La señora Courteplaque nos puso unos sombreros de papel en la cabeza; el mío era uno puntiagudo, de payaso, que se sujetaba con una goma. Todas las niñas se rieron al verme, y aún tuve más calor en la cara, y la corbata me apretaba terriblemente.

La merienda no estaba mal: había pastas, chocolate, y trajeron una tarta con velas, y María Eduvigis sopló y todas aplaudieron. Yo, es gracioso, no tenía hambre. Y eso que aparte el desayuno, la comida y la cena, lo que prefiero es la merienda. Casi tanto como el bocadillo que comemos en el recreo.

Las niñas comían mucho, hablaban todo el tiempo, todas a la vez; se reían y fingían darle tarta a sus muñecas.

Y después la señora Courteplaque dijo que íbamos a pasar al salón, y yo fui a sentarme al sillón del rincón.

Luego, María Eduvigis, en medio del salón, con los brazos a la espalda, recitó una cosa que hablaba de pajaritos. Cuando acabó, todos aplaudimos, y la señora Courteplaque preguntó si alguien quería hacer algo, recitar, bailar o cantar.

—¿Quizá Nicolás? —preguntó la señora Courteplaque—. Un niño tan simpático, seguramente sabrá recitar algo…

Yo tenía una gran bola en la garganta, y dije que no con la cabeza, y ellas se rieron todas, porque debía parecer un payaso con mi sombrero puntiagudo. Entonces Berta le dio su muñeca a Leocadia para que se la guardara, y se sentó al piano a tocar algo, sacando la lengua, pero se le olvidó el final y se echó a llorar. Entonces la señora Courteplaque se levantó, dijo que estaba muy bien, besó a Berta y nos pidió que aplaudiéramos, y todas aplaudieron.

Y después María Eduvigis puso todos sus regalos en medio de la alfombra, y las niñas empezaron a soltar gritos y montones de risitas, y eso que no había ni un juguete de verdad en el montón: mi cocina, otra cocina más grande, una máquina de coser, trajes de muñeca, un armarito y una plancha.

—¿Por qué no vas a jugar con tus amiguitas? —me preguntó la señora Courteplaque.

Yo la miré sin decir nada. Entonces la señora Courteplaque batió palmas y gritó:

—¡Ya sé lo que vamos a hacer! ¡Un corro! ¡Yo tocaré el piano y vosotros bailaréis!

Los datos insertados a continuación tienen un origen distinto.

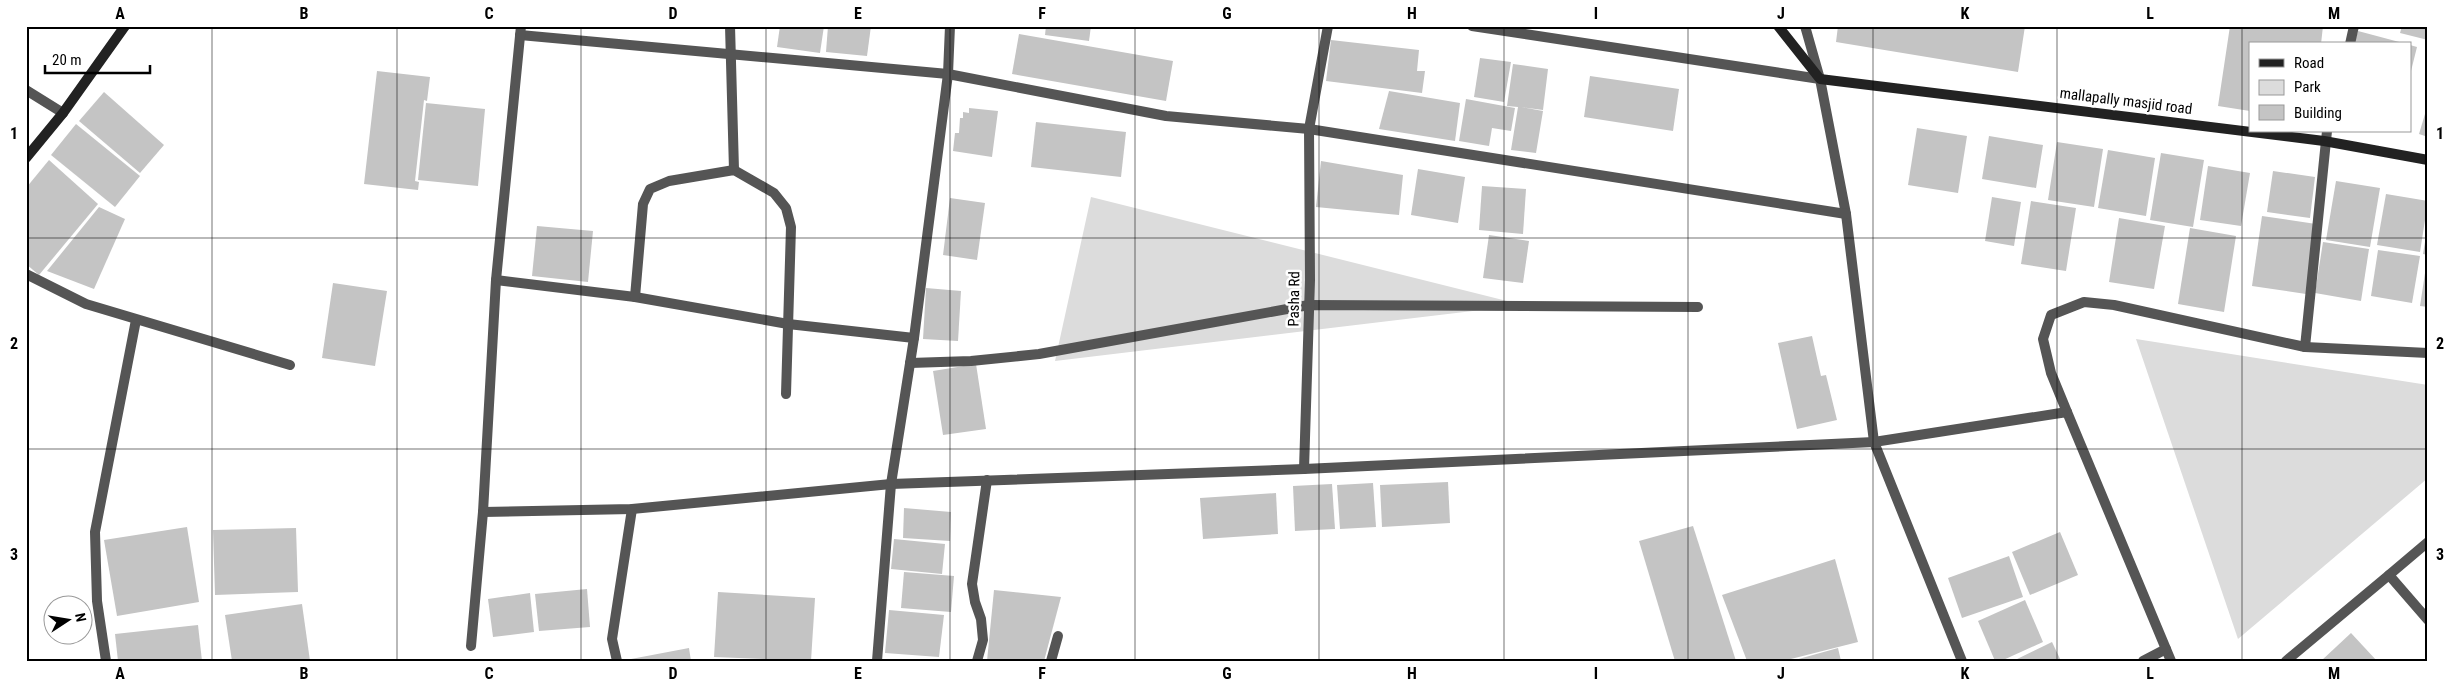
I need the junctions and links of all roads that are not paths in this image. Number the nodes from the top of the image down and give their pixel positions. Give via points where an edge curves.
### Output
1 (124, 26) edge
2 (730, 26) edge
3 (950, 26) edge
4 (1328, 26) edge
5 (1472, 26) edge
6 (1778, 26) edge
7 (1805, 26) edge
8 (2354, 26) edge
9 (520, 31) edge
10 (1528, 31) edge
11 (2350, 42) edge
12 (729, 53) junction
13 (948, 74) junction
14 (1820, 79) junction
15 (26, 90) edge
16 (63, 113) junction
17 (2249, 127) edge
18 (1309, 129) junction
19 (2290, 132) edge
20 (2325, 136) edge
21 (26, 158) edge
22 (2428, 160) edge
23 (734, 170) junction
24 (1846, 214) junction
25 (26, 274) edge
26 (496, 280) junction
27 (635, 297) junction
28 (1309, 305) junction
29 (1698, 307) dead end
30 (136, 320) junction
31 (788, 324) junction
32 (914, 338) junction
33 (2305, 347) junction
34 (2428, 353) edge
35 (910, 363) junction
36 (290, 365) dead end
37 (786, 394) dead end
38 (2067, 412) junction
39 (1874, 442) junction
40 (1304, 469) junction
41 (987, 480) junction
42 (891, 484) junction
43 (632, 509) junction
44 (483, 512) junction
45 (2428, 542) edge
46 (2389, 575) junction
47 (2428, 620) edge
48 (1058, 636) dead end
49 (471, 646) dead end
50 (2166, 648) junction
51 (106, 661) edge
52 (617, 661) edge
53 (877, 661) edge
54 (977, 661) edge
55 (1051, 661) edge
56 (1962, 661) edge
57 (2143, 661) edge
58 (2171, 661) edge
59 (2286, 661) edge

1 - 16 street
2 - 12 street
3 - 13 street
4 - 18 street, Pasha Rd
5 - 10 street
6 - 14 street
7 - 14 street
8 - 11 street
9 - 12 street
9 - 26 street
10 - 14 street
12 - 13 street
12 - 23 street
13 - 18 street via 1166,116
13 - 32 street
14 - 17 street, mallapally masjid road
14 - 24 street
15 - 16 street
16 - 21 street
18 - 24 street
18 - 28 street, Pasha Rd
19 - 20 street, mallapally masjid road
20 - 22 street, mallapally masjid road
20 - 33 street
23 - 27 street via 669,181 650,189 643,204
23 - 31 street via 774,193 786,208 791,227
24 - 39 street
25 - 30 street via 86,304
26 - 27 street
26 - 44 street
27 - 31 street
28 - 29 street
28 - 35 street via 1039,354
28 - 40 street, Pasha Rd
30 - 36 street
30 - 51 street via 95,532 97,601
31 - 32 street
31 - 37 street
32 - 35 street
33 - 34 street
33 - 38 street via 2114,305 2084,302 2051,314 2043,339 2051,373
35 - 42 street
38 - 39 street
38 - 50 street
39 - 40 street
39 - 56 street
40 - 41 street
41 - 42 street
41 - 54 street via 972,584 983,640
42 - 43 street
42 - 53 street
43 - 44 street
43 - 52 street via 612,639
44 - 49 street
45 - 46 street
46 - 47 street
46 - 59 street
48 - 55 street
50 - 57 street
50 - 58 street

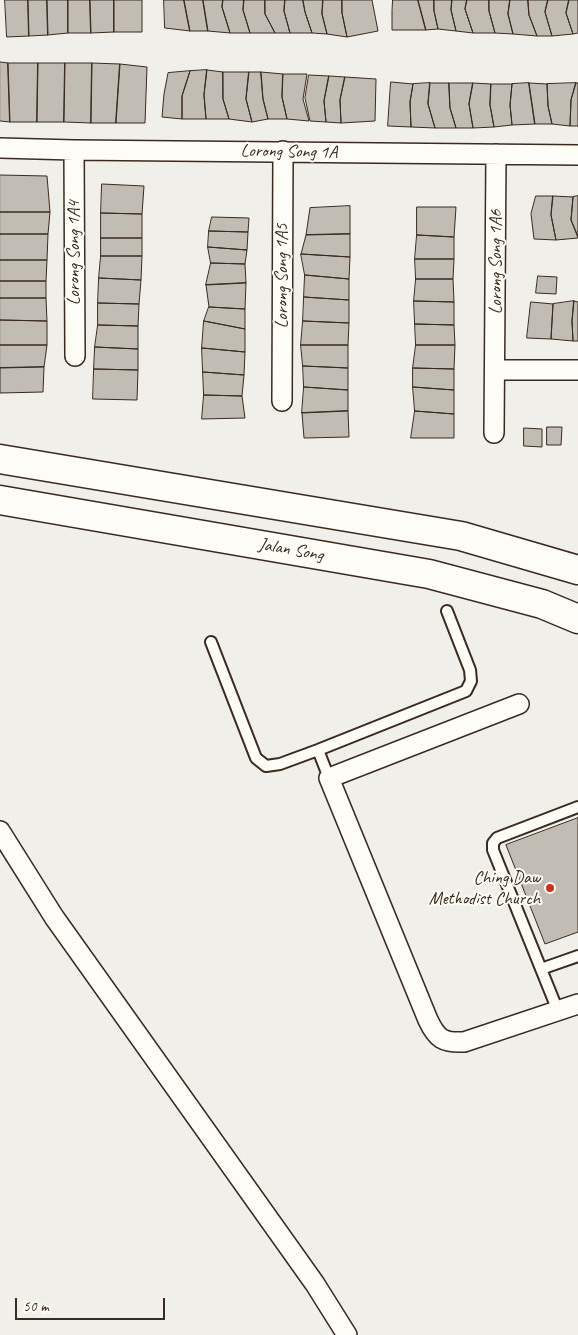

Yo no quería ir, pero la señora Courteplaque me cogió del brazo y tuve que darle la mano a Blanquita y a Eudoxia, nos pusimos todos en corro, y mientras la señora Courteplaque tocaba su canción al piano, empezamos a dar vueltas. Pensé que si me veían mis amiguetes, tendría que cambiar de escuela.

Y después llamaron a la puerta, y era mamá que venía a buscarme; estaba terriblemente contento de verla.

—Nicolás es un cielo —le dijo la señora Courteplaque a mamá—, nunca he visto un niño tan bueno. Quizá sea un poco tímido, pero de todos mis invitados, ¡es el más educado!

Mamá pareció un poco asombrada, pero satisfecha. En casa, me senté en un sillón sin decir nada, y cuando llegó papá, me miró y le preguntó a mamá qué me pasaba.

—¡Estoy muy orgullosa de él! —dijo mamá—. Ha ido al cumpleaños de la vecinita, era el único niño invitado, y la señora Courteplaque me ha dicho que era el mejor educado.

Papá se frotó la barbilla, me quitó el sombrero puntiagudo, me pasó la mano por el pelo, se secó la brillantina con su pañuelo y me preguntó si me había divertido mucho. Entonces me eché a llorar.

Papá se rió, y esa misma noche me llevó a ver una película llena de vaqueros que se zurraban y que disparaban montones de tiros.